Could you work out how many lines in the material below hold the word "Marienstraße"? Give only the number in reply.

Dataset records:
Segment Open

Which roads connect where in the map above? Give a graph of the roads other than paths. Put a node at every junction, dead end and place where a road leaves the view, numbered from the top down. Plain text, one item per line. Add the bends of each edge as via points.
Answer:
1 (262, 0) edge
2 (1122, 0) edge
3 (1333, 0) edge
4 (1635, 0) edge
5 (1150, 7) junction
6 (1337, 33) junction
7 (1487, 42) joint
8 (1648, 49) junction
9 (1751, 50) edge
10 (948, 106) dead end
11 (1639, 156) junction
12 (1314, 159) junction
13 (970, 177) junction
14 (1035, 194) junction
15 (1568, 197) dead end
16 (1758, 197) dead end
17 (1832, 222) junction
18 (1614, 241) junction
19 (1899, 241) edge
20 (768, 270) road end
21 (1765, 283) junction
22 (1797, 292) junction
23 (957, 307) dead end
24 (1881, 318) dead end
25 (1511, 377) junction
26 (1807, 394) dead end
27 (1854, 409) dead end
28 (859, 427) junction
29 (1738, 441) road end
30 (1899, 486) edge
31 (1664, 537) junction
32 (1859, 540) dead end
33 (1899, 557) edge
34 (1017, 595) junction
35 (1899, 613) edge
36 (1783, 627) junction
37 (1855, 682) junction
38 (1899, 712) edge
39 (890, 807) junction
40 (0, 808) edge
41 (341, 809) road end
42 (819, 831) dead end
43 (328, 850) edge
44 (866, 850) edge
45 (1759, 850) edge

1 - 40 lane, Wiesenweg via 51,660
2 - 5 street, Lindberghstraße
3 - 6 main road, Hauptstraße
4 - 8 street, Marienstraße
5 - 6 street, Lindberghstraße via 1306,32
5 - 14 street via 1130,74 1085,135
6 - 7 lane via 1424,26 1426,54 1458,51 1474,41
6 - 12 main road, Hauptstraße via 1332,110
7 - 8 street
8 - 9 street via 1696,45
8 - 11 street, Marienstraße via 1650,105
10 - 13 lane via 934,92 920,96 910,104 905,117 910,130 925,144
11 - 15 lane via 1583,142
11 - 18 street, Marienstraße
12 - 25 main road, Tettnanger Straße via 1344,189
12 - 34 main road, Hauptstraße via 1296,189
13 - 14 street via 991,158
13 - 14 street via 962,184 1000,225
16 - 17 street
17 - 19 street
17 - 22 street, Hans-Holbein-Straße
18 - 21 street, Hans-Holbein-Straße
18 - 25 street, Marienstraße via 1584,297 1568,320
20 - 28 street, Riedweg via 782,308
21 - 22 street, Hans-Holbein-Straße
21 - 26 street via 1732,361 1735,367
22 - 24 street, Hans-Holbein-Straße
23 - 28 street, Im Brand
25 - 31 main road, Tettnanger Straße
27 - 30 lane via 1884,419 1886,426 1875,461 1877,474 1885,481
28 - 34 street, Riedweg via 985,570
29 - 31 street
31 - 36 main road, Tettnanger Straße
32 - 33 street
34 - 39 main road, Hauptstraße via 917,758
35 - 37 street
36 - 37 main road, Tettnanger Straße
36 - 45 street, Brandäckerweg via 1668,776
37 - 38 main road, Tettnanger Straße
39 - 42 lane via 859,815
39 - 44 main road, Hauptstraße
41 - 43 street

Segment Closed

Exercise answer: 4